━━━ Study material ━━━

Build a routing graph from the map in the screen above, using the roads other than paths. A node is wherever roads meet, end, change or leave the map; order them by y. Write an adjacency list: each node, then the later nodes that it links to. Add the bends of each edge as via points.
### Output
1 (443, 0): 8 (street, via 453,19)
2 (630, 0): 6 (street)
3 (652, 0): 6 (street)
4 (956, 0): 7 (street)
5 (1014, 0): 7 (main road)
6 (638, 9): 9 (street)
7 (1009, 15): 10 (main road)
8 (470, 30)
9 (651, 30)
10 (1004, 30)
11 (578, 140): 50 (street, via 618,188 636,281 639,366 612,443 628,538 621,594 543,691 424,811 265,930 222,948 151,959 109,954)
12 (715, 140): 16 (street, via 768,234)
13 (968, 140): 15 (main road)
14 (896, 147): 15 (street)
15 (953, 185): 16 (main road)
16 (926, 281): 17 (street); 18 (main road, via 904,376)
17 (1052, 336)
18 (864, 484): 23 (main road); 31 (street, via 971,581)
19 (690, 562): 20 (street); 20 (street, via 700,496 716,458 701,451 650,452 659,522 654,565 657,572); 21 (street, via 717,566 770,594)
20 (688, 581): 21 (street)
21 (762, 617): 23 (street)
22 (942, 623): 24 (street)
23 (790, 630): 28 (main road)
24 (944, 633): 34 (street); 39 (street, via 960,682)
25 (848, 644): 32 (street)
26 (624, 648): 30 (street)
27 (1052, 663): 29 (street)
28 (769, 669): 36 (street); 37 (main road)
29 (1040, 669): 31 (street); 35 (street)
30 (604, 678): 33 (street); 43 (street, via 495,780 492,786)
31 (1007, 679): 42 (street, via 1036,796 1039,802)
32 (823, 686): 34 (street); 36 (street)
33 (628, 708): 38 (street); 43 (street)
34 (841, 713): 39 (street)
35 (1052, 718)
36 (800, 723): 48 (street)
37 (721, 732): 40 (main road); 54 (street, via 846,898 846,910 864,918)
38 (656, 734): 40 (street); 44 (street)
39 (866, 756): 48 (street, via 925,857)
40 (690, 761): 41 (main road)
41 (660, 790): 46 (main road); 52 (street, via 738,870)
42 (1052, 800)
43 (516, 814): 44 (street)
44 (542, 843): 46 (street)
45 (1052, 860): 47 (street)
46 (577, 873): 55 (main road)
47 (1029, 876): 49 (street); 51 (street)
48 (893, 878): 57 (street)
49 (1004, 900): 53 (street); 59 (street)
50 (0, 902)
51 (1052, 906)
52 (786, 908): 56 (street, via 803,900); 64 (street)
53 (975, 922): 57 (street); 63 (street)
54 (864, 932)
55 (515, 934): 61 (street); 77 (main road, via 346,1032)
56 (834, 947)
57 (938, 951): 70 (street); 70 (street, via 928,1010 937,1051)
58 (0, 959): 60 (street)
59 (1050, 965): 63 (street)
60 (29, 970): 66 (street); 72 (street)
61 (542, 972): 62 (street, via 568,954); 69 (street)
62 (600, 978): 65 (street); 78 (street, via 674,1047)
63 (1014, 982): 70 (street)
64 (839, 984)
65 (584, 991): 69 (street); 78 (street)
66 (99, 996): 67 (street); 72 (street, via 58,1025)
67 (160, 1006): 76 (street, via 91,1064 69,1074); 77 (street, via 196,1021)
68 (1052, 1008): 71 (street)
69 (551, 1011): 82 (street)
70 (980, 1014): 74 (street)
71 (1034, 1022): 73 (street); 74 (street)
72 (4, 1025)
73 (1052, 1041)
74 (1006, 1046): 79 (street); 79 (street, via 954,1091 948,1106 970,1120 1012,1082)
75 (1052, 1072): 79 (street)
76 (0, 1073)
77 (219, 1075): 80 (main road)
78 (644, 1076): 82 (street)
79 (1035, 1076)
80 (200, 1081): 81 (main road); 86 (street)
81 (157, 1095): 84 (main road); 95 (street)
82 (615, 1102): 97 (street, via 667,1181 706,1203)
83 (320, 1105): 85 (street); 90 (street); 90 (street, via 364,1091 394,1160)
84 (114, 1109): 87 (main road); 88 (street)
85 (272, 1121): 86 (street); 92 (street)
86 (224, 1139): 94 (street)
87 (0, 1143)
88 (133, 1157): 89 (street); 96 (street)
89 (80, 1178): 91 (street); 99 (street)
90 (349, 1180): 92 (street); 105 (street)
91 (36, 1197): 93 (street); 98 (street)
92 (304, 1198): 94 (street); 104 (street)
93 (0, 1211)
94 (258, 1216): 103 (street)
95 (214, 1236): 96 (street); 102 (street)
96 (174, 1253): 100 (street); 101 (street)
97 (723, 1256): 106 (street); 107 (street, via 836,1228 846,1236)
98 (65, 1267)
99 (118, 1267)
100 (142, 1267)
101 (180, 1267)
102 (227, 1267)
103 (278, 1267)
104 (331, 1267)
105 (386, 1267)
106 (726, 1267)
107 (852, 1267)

━━━

• **Exercise**:
Repeat the whole listing word for word.

• **Answer to this task**:
Build a routing graph from the map in the screen above, using the roads other than paths. A node is wherever roads meet, end, change or leave the map; order them by y. Write an adjacency list: each node, then the later nodes that it links to. Add the bends of each edge as via points.
### Output
1 (443, 0): 8 (street, via 453,19)
2 (630, 0): 6 (street)
3 (652, 0): 6 (street)
4 (956, 0): 7 (street)
5 (1014, 0): 7 (main road)
6 (638, 9): 9 (street)
7 (1009, 15): 10 (main road)
8 (470, 30)
9 (651, 30)
10 (1004, 30)
11 (578, 140): 50 (street, via 618,188 636,281 639,366 612,443 628,538 621,594 543,691 424,811 265,930 222,948 151,959 109,954)
12 (715, 140): 16 (street, via 768,234)
13 (968, 140): 15 (main road)
14 (896, 147): 15 (street)
15 (953, 185): 16 (main road)
16 (926, 281): 17 (street); 18 (main road, via 904,376)
17 (1052, 336)
18 (864, 484): 23 (main road); 31 (street, via 971,581)
19 (690, 562): 20 (street); 20 (street, via 700,496 716,458 701,451 650,452 659,522 654,565 657,572); 21 (street, via 717,566 770,594)
20 (688, 581): 21 (street)
21 (762, 617): 23 (street)
22 (942, 623): 24 (street)
23 (790, 630): 28 (main road)
24 (944, 633): 34 (street); 39 (street, via 960,682)
25 (848, 644): 32 (street)
26 (624, 648): 30 (street)
27 (1052, 663): 29 (street)
28 (769, 669): 36 (street); 37 (main road)
29 (1040, 669): 31 (street); 35 (street)
30 (604, 678): 33 (street); 43 (street, via 495,780 492,786)
31 (1007, 679): 42 (street, via 1036,796 1039,802)
32 (823, 686): 34 (street); 36 (street)
33 (628, 708): 38 (street); 43 (street)
34 (841, 713): 39 (street)
35 (1052, 718)
36 (800, 723): 48 (street)
37 (721, 732): 40 (main road); 54 (street, via 846,898 846,910 864,918)
38 (656, 734): 40 (street); 44 (street)
39 (866, 756): 48 (street, via 925,857)
40 (690, 761): 41 (main road)
41 (660, 790): 46 (main road); 52 (street, via 738,870)
42 (1052, 800)
43 (516, 814): 44 (street)
44 (542, 843): 46 (street)
45 (1052, 860): 47 (street)
46 (577, 873): 55 (main road)
47 (1029, 876): 49 (street); 51 (street)
48 (893, 878): 57 (street)
49 (1004, 900): 53 (street); 59 (street)
50 (0, 902)
51 (1052, 906)
52 (786, 908): 56 (street, via 803,900); 64 (street)
53 (975, 922): 57 (street); 63 (street)
54 (864, 932)
55 (515, 934): 61 (street); 77 (main road, via 346,1032)
56 (834, 947)
57 (938, 951): 70 (street); 70 (street, via 928,1010 937,1051)
58 (0, 959): 60 (street)
59 (1050, 965): 63 (street)
60 (29, 970): 66 (street); 72 (street)
61 (542, 972): 62 (street, via 568,954); 69 (street)
62 (600, 978): 65 (street); 78 (street, via 674,1047)
63 (1014, 982): 70 (street)
64 (839, 984)
65 (584, 991): 69 (street); 78 (street)
66 (99, 996): 67 (street); 72 (street, via 58,1025)
67 (160, 1006): 76 (street, via 91,1064 69,1074); 77 (street, via 196,1021)
68 (1052, 1008): 71 (street)
69 (551, 1011): 82 (street)
70 (980, 1014): 74 (street)
71 (1034, 1022): 73 (street); 74 (street)
72 (4, 1025)
73 (1052, 1041)
74 (1006, 1046): 79 (street); 79 (street, via 954,1091 948,1106 970,1120 1012,1082)
75 (1052, 1072): 79 (street)
76 (0, 1073)
77 (219, 1075): 80 (main road)
78 (644, 1076): 82 (street)
79 (1035, 1076)
80 (200, 1081): 81 (main road); 86 (street)
81 (157, 1095): 84 (main road); 95 (street)
82 (615, 1102): 97 (street, via 667,1181 706,1203)
83 (320, 1105): 85 (street); 90 (street); 90 (street, via 364,1091 394,1160)
84 (114, 1109): 87 (main road); 88 (street)
85 (272, 1121): 86 (street); 92 (street)
86 (224, 1139): 94 (street)
87 (0, 1143)
88 (133, 1157): 89 (street); 96 (street)
89 (80, 1178): 91 (street); 99 (street)
90 (349, 1180): 92 (street); 105 (street)
91 (36, 1197): 93 (street); 98 (street)
92 (304, 1198): 94 (street); 104 (street)
93 (0, 1211)
94 (258, 1216): 103 (street)
95 (214, 1236): 96 (street); 102 (street)
96 (174, 1253): 100 (street); 101 (street)
97 (723, 1256): 106 (street); 107 (street, via 836,1228 846,1236)
98 (65, 1267)
99 (118, 1267)
100 (142, 1267)
101 (180, 1267)
102 (227, 1267)
103 (278, 1267)
104 (331, 1267)
105 (386, 1267)
106 (726, 1267)
107 (852, 1267)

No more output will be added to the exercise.